> Task prompt: From first line to last, copy the material below exactly.

┄┄┄┄┄┄┄┄┄┄┄┄┄┄┄┄┄┄┄┄

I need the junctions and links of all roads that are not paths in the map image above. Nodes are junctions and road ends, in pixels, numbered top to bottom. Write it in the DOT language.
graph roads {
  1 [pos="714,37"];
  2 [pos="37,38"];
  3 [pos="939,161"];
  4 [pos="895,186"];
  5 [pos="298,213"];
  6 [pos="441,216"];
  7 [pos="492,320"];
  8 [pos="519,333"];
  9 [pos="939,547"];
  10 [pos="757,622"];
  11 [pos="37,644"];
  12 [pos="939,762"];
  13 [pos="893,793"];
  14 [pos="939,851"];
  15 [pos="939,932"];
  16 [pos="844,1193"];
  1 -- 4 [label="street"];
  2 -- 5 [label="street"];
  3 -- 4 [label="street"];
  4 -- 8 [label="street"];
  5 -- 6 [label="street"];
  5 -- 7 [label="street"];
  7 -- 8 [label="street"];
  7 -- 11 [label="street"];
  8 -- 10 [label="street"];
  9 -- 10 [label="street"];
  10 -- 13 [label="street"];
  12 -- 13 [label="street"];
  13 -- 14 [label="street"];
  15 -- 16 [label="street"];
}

┄┄┄┄┄┄┄┄┄┄┄┄┄┄┄┄┄┄┄┄

> Written answer:
I need the junctions and links of all roads that are not paths in the map image above. Nodes are junctions and road ends, in pixels, numbered top to bottom. Write it in the DOT language.
graph roads {
  1 [pos="714,37"];
  2 [pos="37,38"];
  3 [pos="939,161"];
  4 [pos="895,186"];
  5 [pos="298,213"];
  6 [pos="441,216"];
  7 [pos="492,320"];
  8 [pos="519,333"];
  9 [pos="939,547"];
  10 [pos="757,622"];
  11 [pos="37,644"];
  12 [pos="939,762"];
  13 [pos="893,793"];
  14 [pos="939,851"];
  15 [pos="939,932"];
  16 [pos="844,1193"];
  1 -- 4 [label="street"];
  2 -- 5 [label="street"];
  3 -- 4 [label="street"];
  4 -- 8 [label="street"];
  5 -- 6 [label="street"];
  5 -- 7 [label="street"];
  7 -- 8 [label="street"];
  7 -- 11 [label="street"];
  8 -- 10 [label="street"];
  9 -- 10 [label="street"];
  10 -- 13 [label="street"];
  12 -- 13 [label="street"];
  13 -- 14 [label="street"];
  15 -- 16 [label="street"];
}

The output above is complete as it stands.